[Start of Attachment]
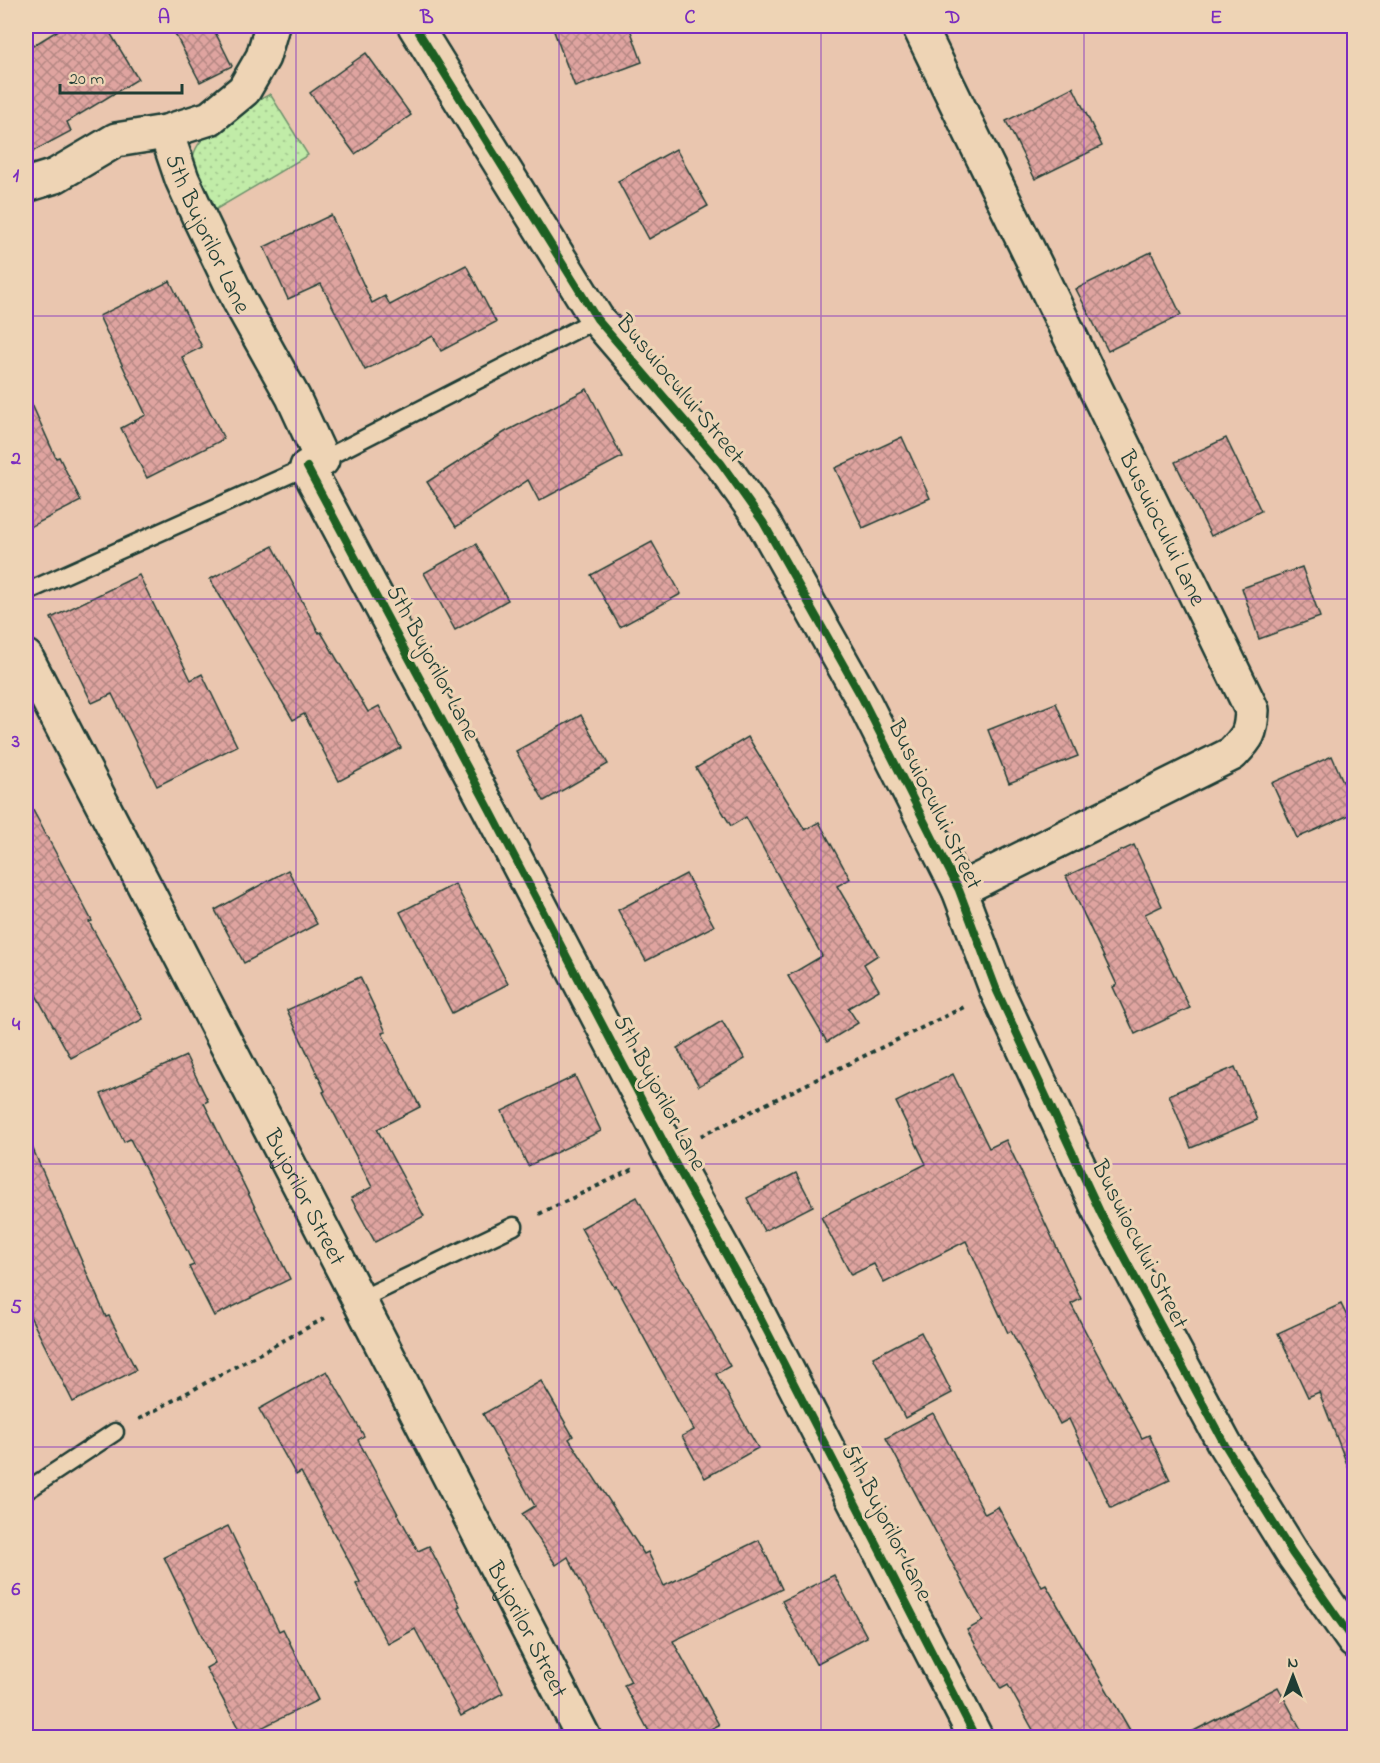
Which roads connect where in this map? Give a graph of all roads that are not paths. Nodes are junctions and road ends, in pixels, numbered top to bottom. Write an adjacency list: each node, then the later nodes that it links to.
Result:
1 (272, 26): 4 (street)
2 (416, 26): 6 (street, Busuiocului Street)
3 (919, 26): 10 (street, Busuiocului Lane)
4 (166, 132): 5 (street); 7 (street, 5th Bujorilor Lane)
5 (26, 185)
6 (597, 319): 7 (lane); 10 (street, Busuiocului Street)
7 (315, 463): 8 (lane); 17 (street, 5th Bujorilor Lane)
8 (26, 591)
9 (26, 657): 12 (street, Bujorilor Street)
10 (959, 890): 15 (street, Busuiocului Street)
11 (514, 1226): 12 (lane)
12 (359, 1300): 16 (street, Bujorilor Street)
13 (115, 1432): 14 (lane)
14 (26, 1491)
15 (1354, 1641)
16 (584, 1737)
17 (976, 1737)

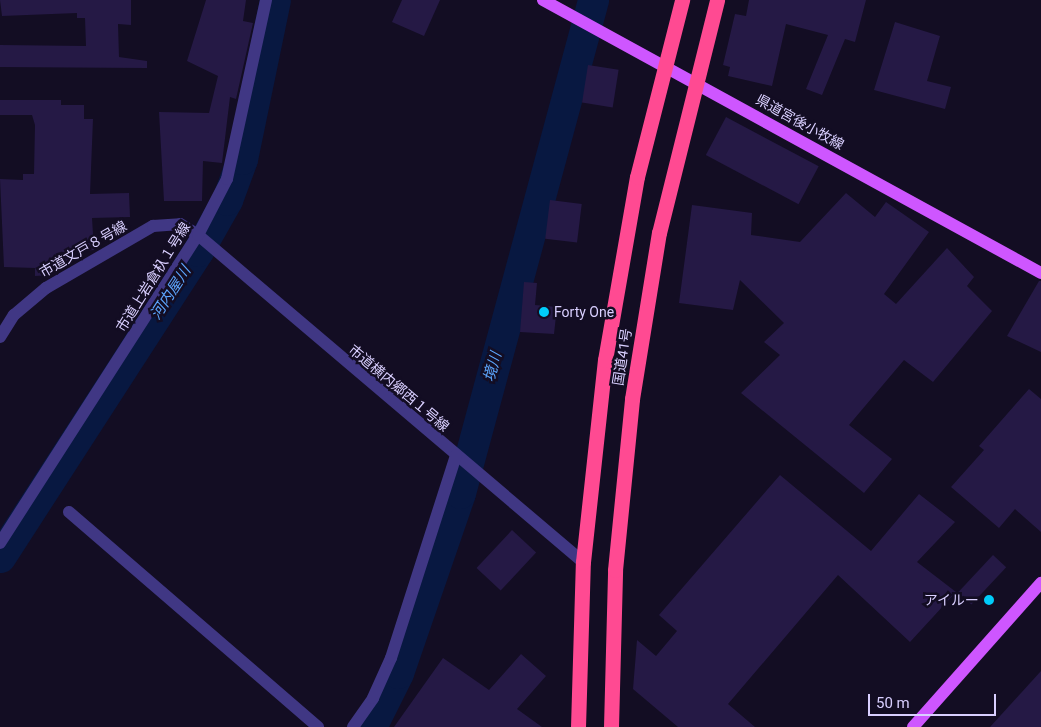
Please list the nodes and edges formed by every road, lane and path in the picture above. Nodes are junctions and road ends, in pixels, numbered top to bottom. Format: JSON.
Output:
{"nodes":[{"id":1,"x":266,"y":0,"type":"edge"},
{"id":2,"x":543,"y":0,"type":"edge"},
{"id":3,"x":682,"y":0,"type":"edge"},
{"id":4,"x":717,"y":0,"type":"edge"},
{"id":5,"x":664,"y":65,"type":"junction"},
{"id":6,"x":694,"y":81,"type":"junction"},
{"id":7,"x":198,"y":235,"type":"junction"},
{"id":8,"x":1041,"y":273,"type":"edge"},
{"id":9,"x":0,"y":337,"type":"edge"},
{"id":10,"x":456,"y":455,"type":"junction"},
{"id":11,"x":69,"y":512,"type":"dead end"},
{"id":12,"x":0,"y":543,"type":"edge"},
{"id":13,"x":583,"y":562,"type":"junction"},
{"id":14,"x":1041,"y":583,"type":"edge"},
{"id":15,"x":318,"y":727,"type":"edge"},
{"id":16,"x":353,"y":727,"type":"edge"},
{"id":17,"x":578,"y":727,"type":"edge"},
{"id":18,"x":611,"y":727,"type":"edge"},
{"id":19,"x":912,"y":727,"type":"edge"}],
"edges":[{"from":1,"to":7,"type":"street","name":"市道上岩倉杁１号線"},
{"from":2,"to":5,"type":"main road","name":"県道宮後小牧線"},
{"from":3,"to":5,"type":"highway","name":"国道41号"},
{"from":4,"to":6,"type":"highway","name":"国道41号"},
{"from":5,"to":6,"type":"main road","name":"県道宮後小牧線"},
{"from":5,"to":13,"type":"highway","name":"国道41号"},
{"from":6,"to":8,"type":"main road","name":"県道宮後小牧線"},
{"from":6,"to":18,"type":"highway","name":"国道41号"},
{"from":7,"to":9,"type":"street","name":"市道文戸８号線"},
{"from":7,"to":10,"type":"street","name":"市道横内郷西１号線"},
{"from":7,"to":12,"type":"street","name":"市道上岩倉杁１号線"},
{"from":10,"to":13,"type":"street","name":"市道横内郷西１号線"},
{"from":10,"to":16,"type":"street"},
{"from":11,"to":15,"type":"street"},
{"from":13,"to":17,"type":"highway","name":"国道41号"},
{"from":14,"to":19,"type":"main road"}]}
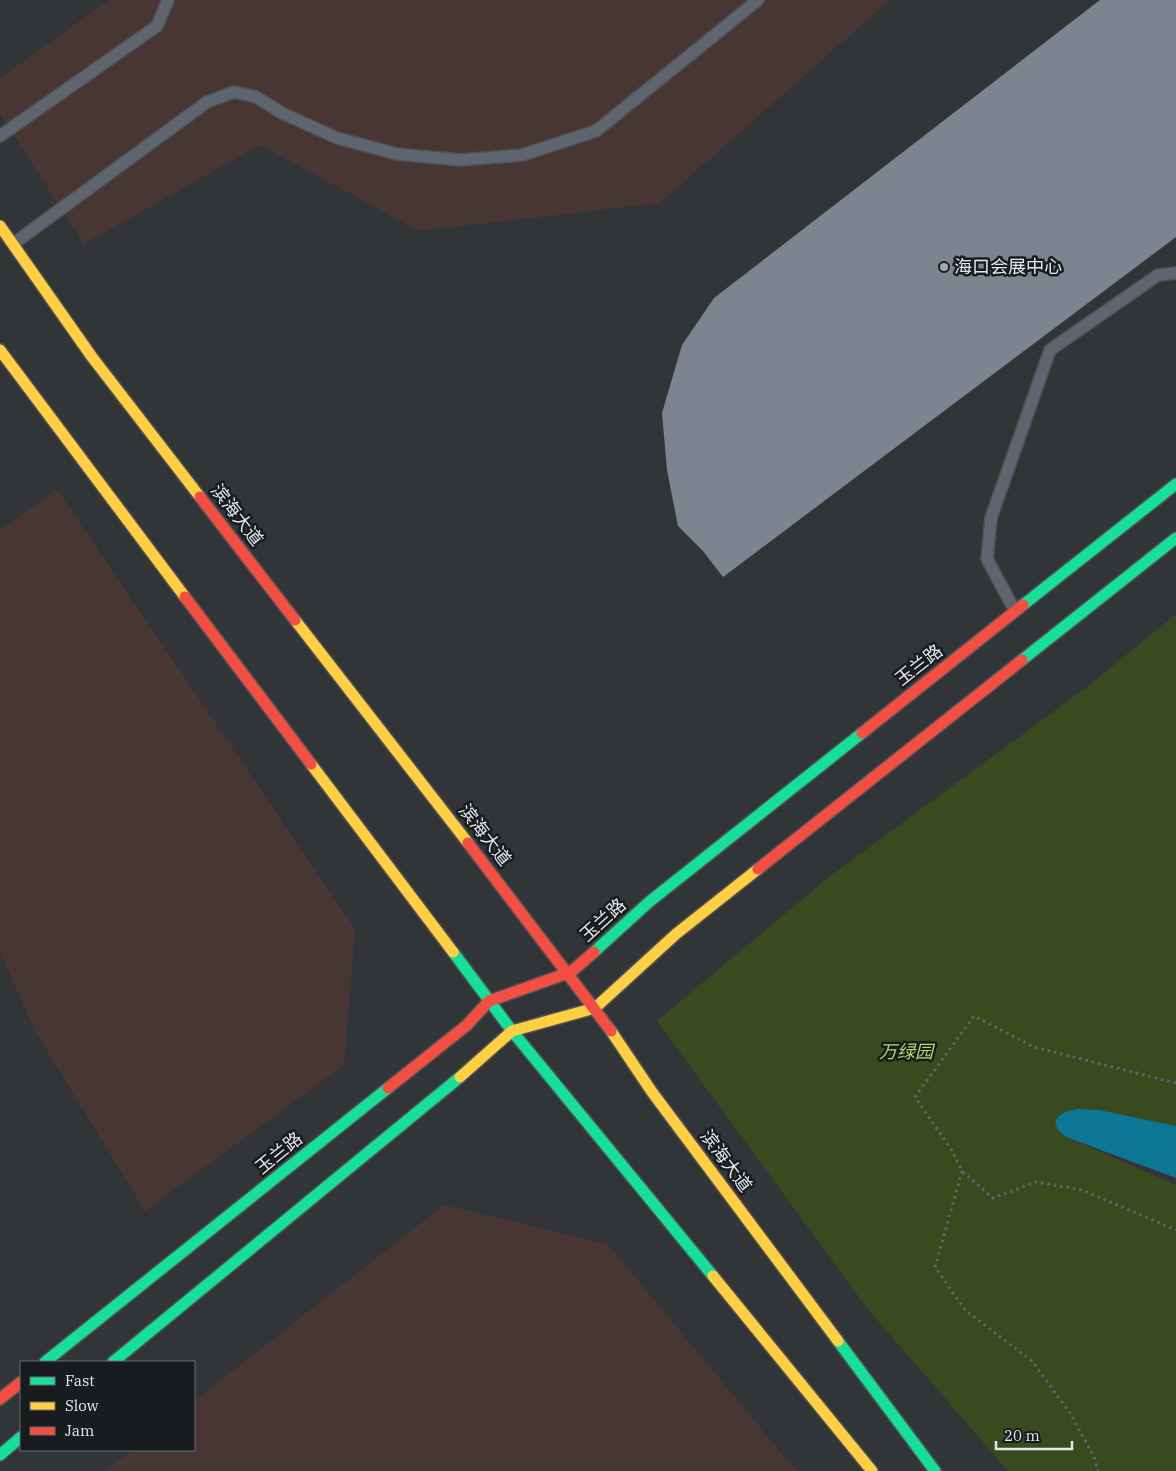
[End of Attachment]
Required work: Output the whole listing without change. Any picture is to be left out.

Answer space:
Which roads connect where in this map? Give a graph of all roads that are not paths. Nodes are junctions and road ends, in pixels, numbered top to bottom. Write an adjacency list: each node, then the later nodes that it links to.
Result:
1 (272, 26): 4 (street)
2 (416, 26): 6 (street, Busuiocului Street)
3 (919, 26): 10 (street, Busuiocului Lane)
4 (166, 132): 5 (street); 7 (street, 5th Bujorilor Lane)
5 (26, 185)
6 (597, 319): 7 (lane); 10 (street, Busuiocului Street)
7 (315, 463): 8 (lane); 17 (street, 5th Bujorilor Lane)
8 (26, 591)
9 (26, 657): 12 (street, Bujorilor Street)
10 (959, 890): 15 (street, Busuiocului Street)
11 (514, 1226): 12 (lane)
12 (359, 1300): 16 (street, Bujorilor Street)
13 (115, 1432): 14 (lane)
14 (26, 1491)
15 (1354, 1641)
16 (584, 1737)
17 (976, 1737)

Please list the nodes and edges formed by every road, lane and path in the picture above. Nodes are junctions and road ends, in pixels, numbered top to bottom. Format: JSON.
Output:
{"nodes":[{"id":1,"x":266,"y":0,"type":"edge"},
{"id":2,"x":543,"y":0,"type":"edge"},
{"id":3,"x":682,"y":0,"type":"edge"},
{"id":4,"x":717,"y":0,"type":"edge"},
{"id":5,"x":664,"y":65,"type":"junction"},
{"id":6,"x":694,"y":81,"type":"junction"},
{"id":7,"x":198,"y":235,"type":"junction"},
{"id":8,"x":1041,"y":273,"type":"edge"},
{"id":9,"x":0,"y":337,"type":"edge"},
{"id":10,"x":456,"y":455,"type":"junction"},
{"id":11,"x":69,"y":512,"type":"dead end"},
{"id":12,"x":0,"y":543,"type":"edge"},
{"id":13,"x":583,"y":562,"type":"junction"},
{"id":14,"x":1041,"y":583,"type":"edge"},
{"id":15,"x":318,"y":727,"type":"edge"},
{"id":16,"x":353,"y":727,"type":"edge"},
{"id":17,"x":578,"y":727,"type":"edge"},
{"id":18,"x":611,"y":727,"type":"edge"},
{"id":19,"x":912,"y":727,"type":"edge"}],
"edges":[{"from":1,"to":7,"type":"street","name":"市道上岩倉杁１号線"},
{"from":2,"to":5,"type":"main road","name":"県道宮後小牧線"},
{"from":3,"to":5,"type":"highway","name":"国道41号"},
{"from":4,"to":6,"type":"highway","name":"国道41号"},
{"from":5,"to":6,"type":"main road","name":"県道宮後小牧線"},
{"from":5,"to":13,"type":"highway","name":"国道41号"},
{"from":6,"to":8,"type":"main road","name":"県道宮後小牧線"},
{"from":6,"to":18,"type":"highway","name":"国道41号"},
{"from":7,"to":9,"type":"street","name":"市道文戸８号線"},
{"from":7,"to":10,"type":"street","name":"市道横内郷西１号線"},
{"from":7,"to":12,"type":"street","name":"市道上岩倉杁１号線"},
{"from":10,"to":13,"type":"street","name":"市道横内郷西１号線"},
{"from":10,"to":16,"type":"street"},
{"from":11,"to":15,"type":"street"},
{"from":13,"to":17,"type":"highway","name":"国道41号"},
{"from":14,"to":19,"type":"main road"}]}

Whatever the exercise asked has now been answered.